» **TASK REQUIREMENTS**: Report each line of the data below in which "wrist" appears.

##############################

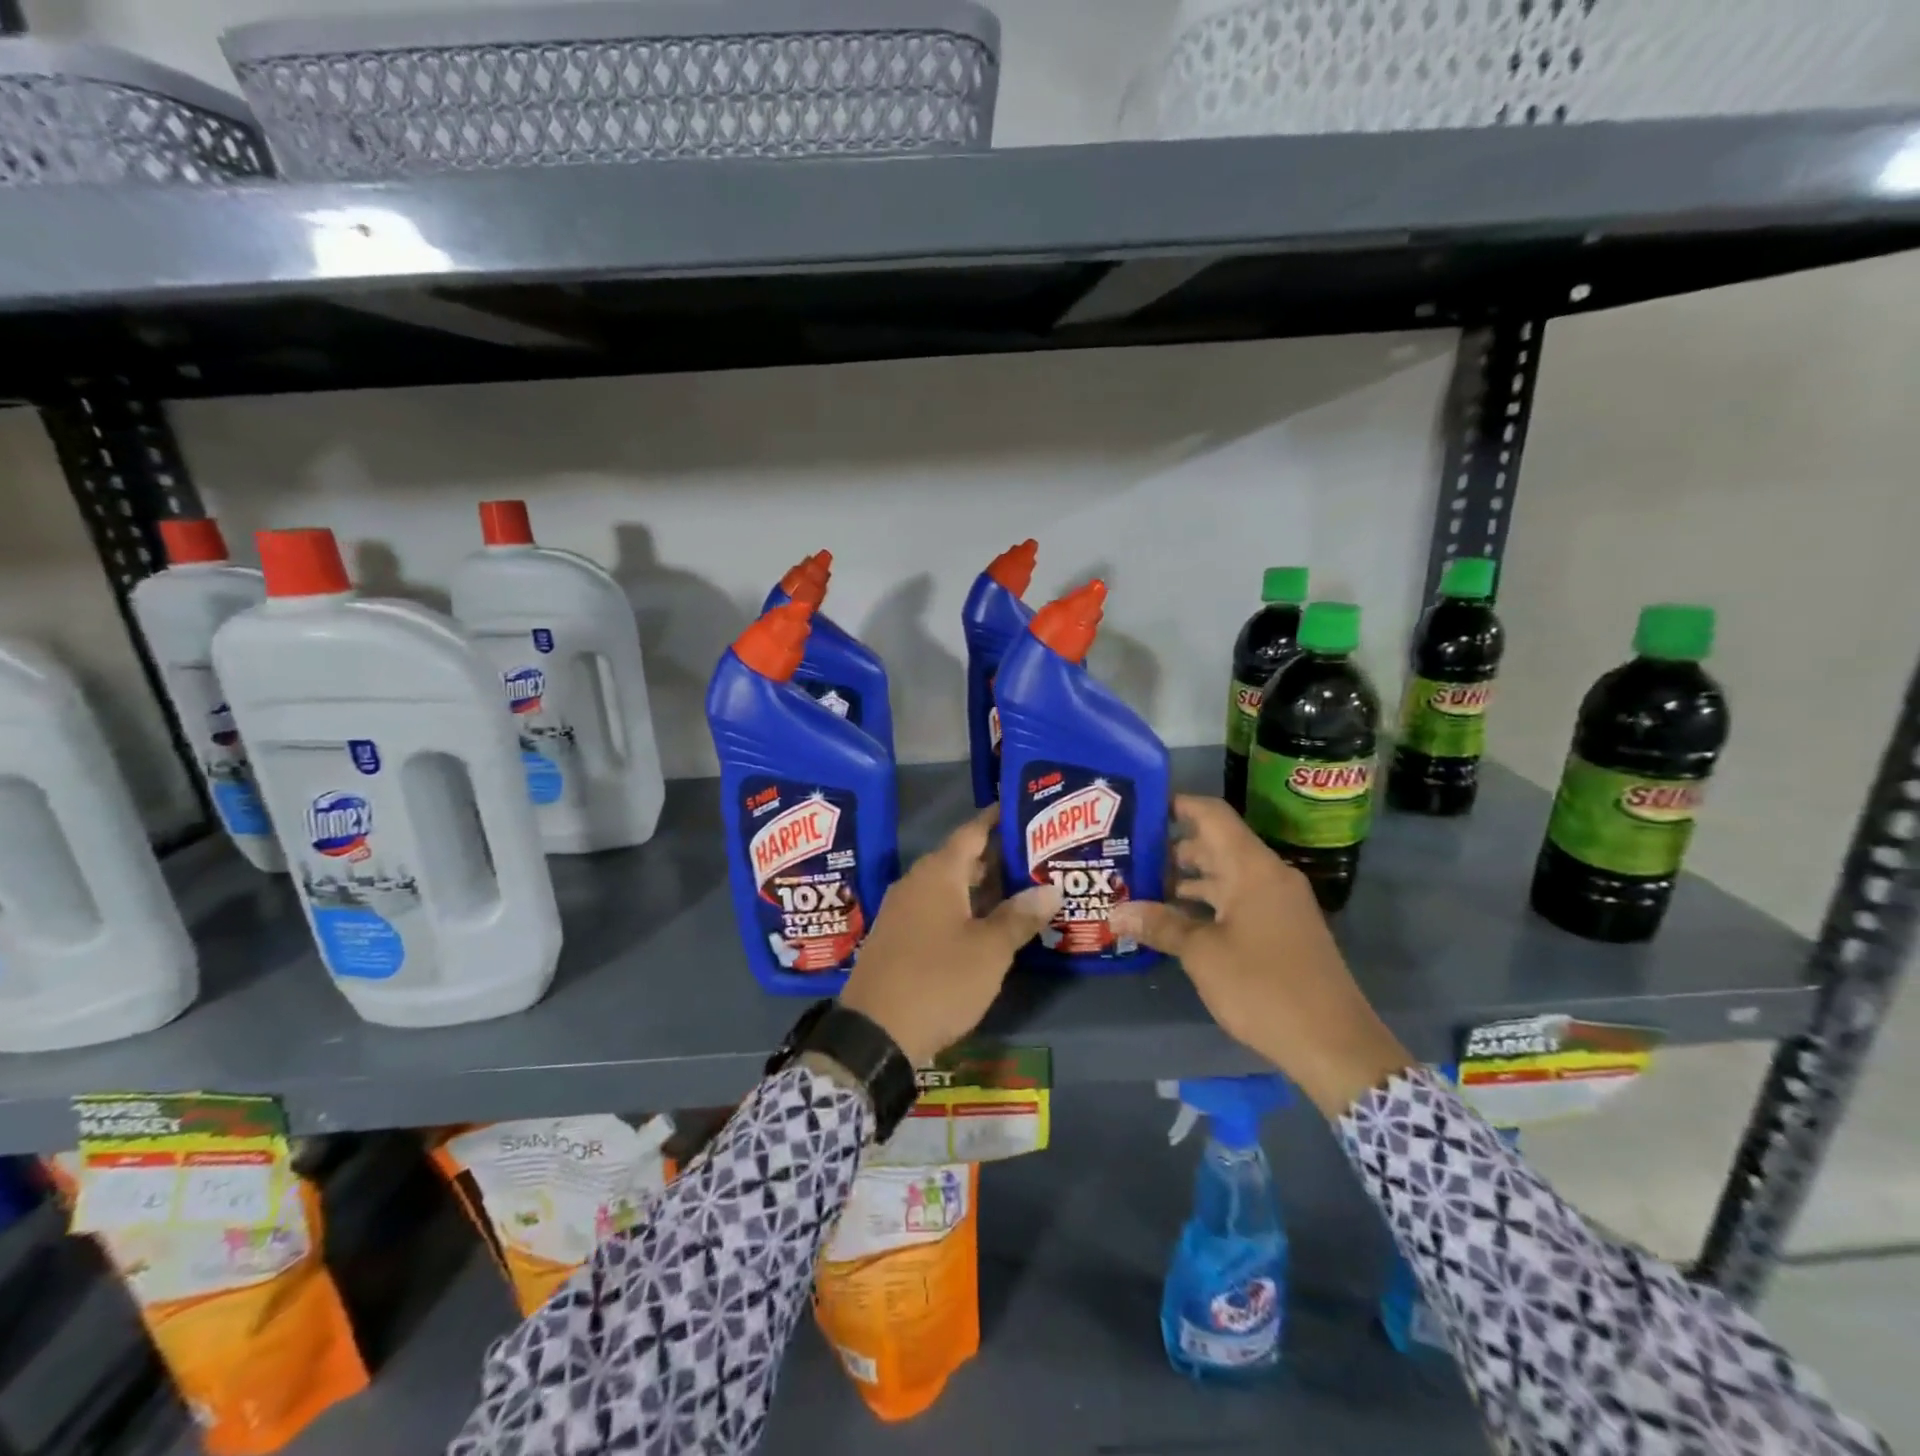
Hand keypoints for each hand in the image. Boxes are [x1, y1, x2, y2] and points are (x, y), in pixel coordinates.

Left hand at [840, 805, 1062, 1065]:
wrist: (875, 1033)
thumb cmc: (938, 981)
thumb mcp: (989, 951)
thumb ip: (1020, 916)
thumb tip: (1051, 888)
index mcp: (938, 874)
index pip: (971, 832)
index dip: (996, 819)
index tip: (1020, 807)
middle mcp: (916, 883)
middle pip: (960, 859)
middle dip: (996, 857)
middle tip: (1034, 855)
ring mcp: (902, 910)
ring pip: (948, 886)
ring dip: (981, 886)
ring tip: (1020, 888)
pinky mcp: (897, 937)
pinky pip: (935, 908)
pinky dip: (963, 908)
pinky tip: (986, 924)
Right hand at [1108, 795, 1412, 1117]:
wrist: (1334, 1044)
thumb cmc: (1264, 987)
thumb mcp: (1203, 954)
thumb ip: (1160, 925)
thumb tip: (1115, 912)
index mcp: (1252, 867)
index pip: (1211, 814)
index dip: (1176, 805)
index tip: (1139, 808)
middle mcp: (1268, 876)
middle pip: (1215, 844)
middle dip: (1170, 849)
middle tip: (1126, 855)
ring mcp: (1278, 904)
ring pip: (1224, 876)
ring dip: (1185, 880)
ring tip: (1139, 888)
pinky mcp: (1281, 930)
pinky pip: (1236, 901)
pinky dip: (1205, 904)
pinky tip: (1173, 922)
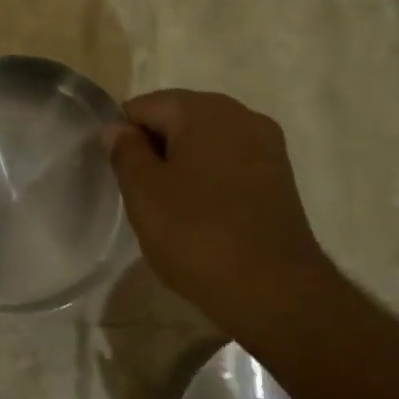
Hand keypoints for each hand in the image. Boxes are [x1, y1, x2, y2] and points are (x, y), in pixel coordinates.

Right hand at [108, 90, 339, 337]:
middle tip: (142, 197)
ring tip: (171, 212)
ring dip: (182, 168)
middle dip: (155, 151)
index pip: (144, 107)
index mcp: (204, 109)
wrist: (275, 291)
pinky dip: (210, 182)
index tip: (120, 178)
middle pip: (178, 120)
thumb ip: (125, 152)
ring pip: (205, 144)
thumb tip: (117, 129)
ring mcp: (267, 146)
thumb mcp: (144, 193)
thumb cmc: (197, 235)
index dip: (123, 139)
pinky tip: (202, 218)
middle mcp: (241, 115)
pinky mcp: (280, 178)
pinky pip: (230, 166)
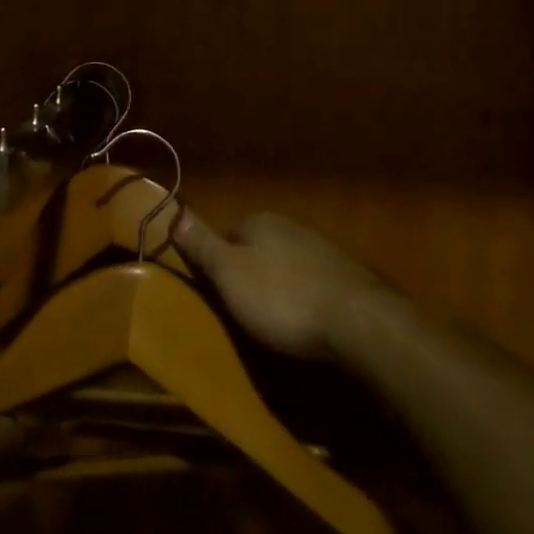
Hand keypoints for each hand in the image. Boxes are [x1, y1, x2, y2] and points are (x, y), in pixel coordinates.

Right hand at [172, 208, 394, 359]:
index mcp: (259, 221)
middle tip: (243, 311)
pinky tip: (307, 321)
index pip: (225, 234)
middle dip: (249, 274)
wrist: (359, 322)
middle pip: (256, 248)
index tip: (214, 293)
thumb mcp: (228, 273)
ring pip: (286, 264)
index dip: (216, 263)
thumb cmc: (282, 298)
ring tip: (275, 321)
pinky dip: (305, 297)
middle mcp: (291, 226)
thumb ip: (202, 243)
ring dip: (279, 286)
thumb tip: (174, 211)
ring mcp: (322, 248)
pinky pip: (312, 282)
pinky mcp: (347, 275)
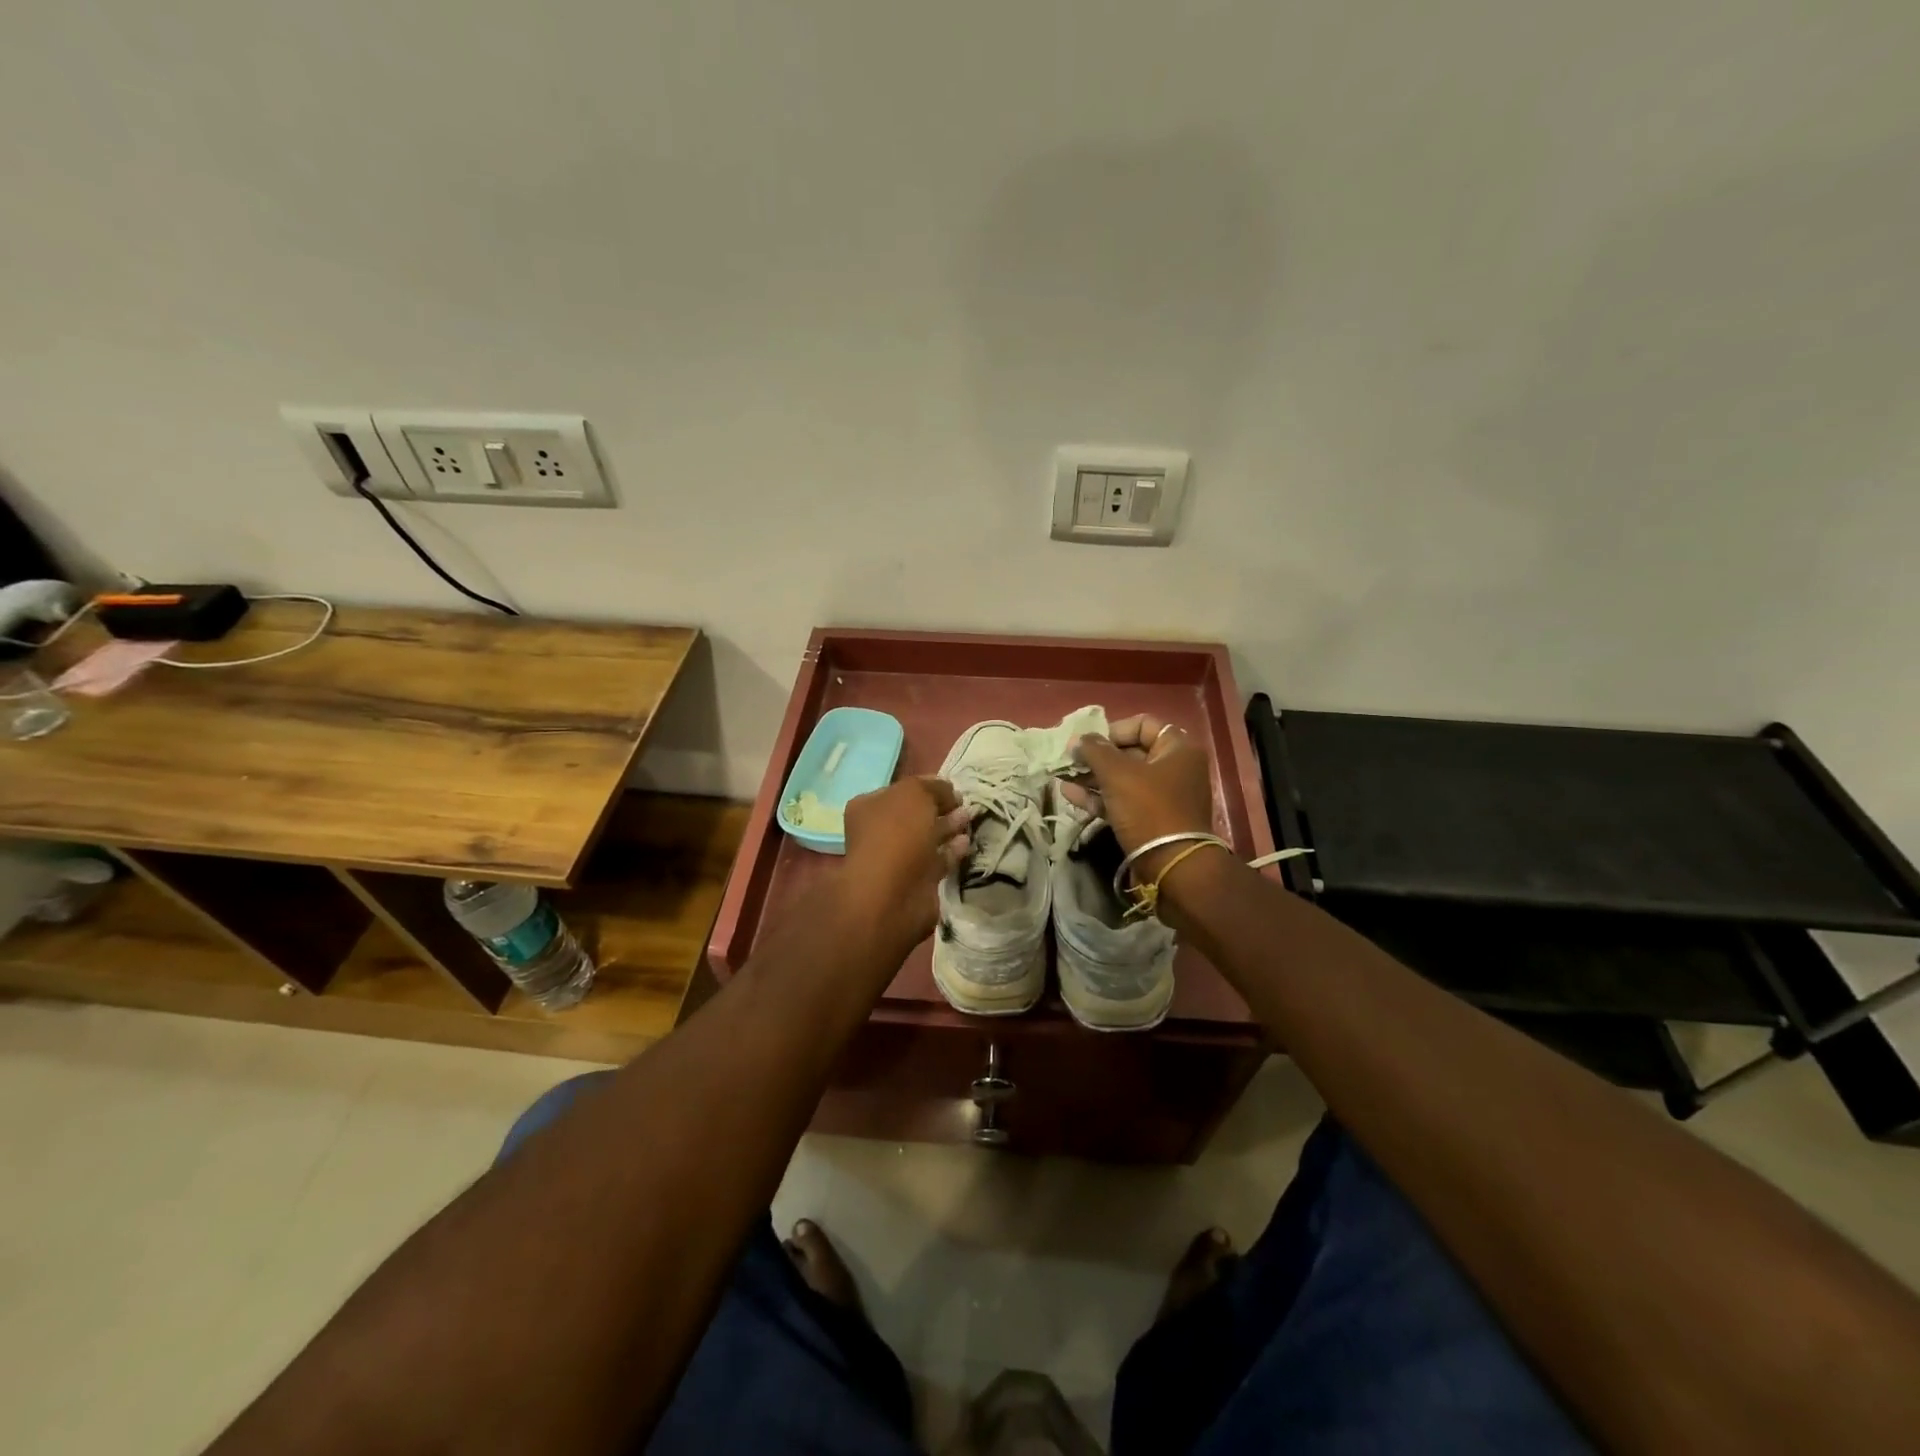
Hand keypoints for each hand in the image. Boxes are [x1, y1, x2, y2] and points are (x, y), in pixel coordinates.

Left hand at [839, 776, 970, 959]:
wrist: (892, 894)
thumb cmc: (897, 834)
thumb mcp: (915, 793)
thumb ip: (933, 787)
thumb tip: (948, 790)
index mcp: (870, 807)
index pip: (901, 790)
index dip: (927, 786)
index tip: (952, 787)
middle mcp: (879, 832)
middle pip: (914, 815)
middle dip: (939, 808)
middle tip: (963, 802)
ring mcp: (897, 859)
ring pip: (926, 838)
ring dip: (948, 828)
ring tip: (969, 818)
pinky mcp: (916, 881)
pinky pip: (936, 860)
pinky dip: (951, 851)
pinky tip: (966, 842)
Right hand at [1061, 714, 1215, 880]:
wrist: (1172, 867)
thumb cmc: (1148, 809)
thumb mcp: (1118, 775)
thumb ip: (1095, 751)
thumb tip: (1079, 739)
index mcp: (1177, 749)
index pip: (1143, 724)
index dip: (1112, 730)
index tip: (1089, 743)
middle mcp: (1174, 769)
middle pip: (1130, 752)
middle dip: (1097, 756)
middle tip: (1070, 760)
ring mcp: (1163, 797)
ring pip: (1123, 779)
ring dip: (1093, 777)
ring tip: (1063, 775)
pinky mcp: (1150, 820)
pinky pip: (1122, 801)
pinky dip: (1098, 797)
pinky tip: (1069, 794)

##############################

» **RESULT FOR THIS EXERCISE**:
wrist: (875, 1033)
wrist: (1334, 1044)
wrist: (275, 291)
wrist: (359, 322)
wrist: (892, 894)
wrist: (1172, 867)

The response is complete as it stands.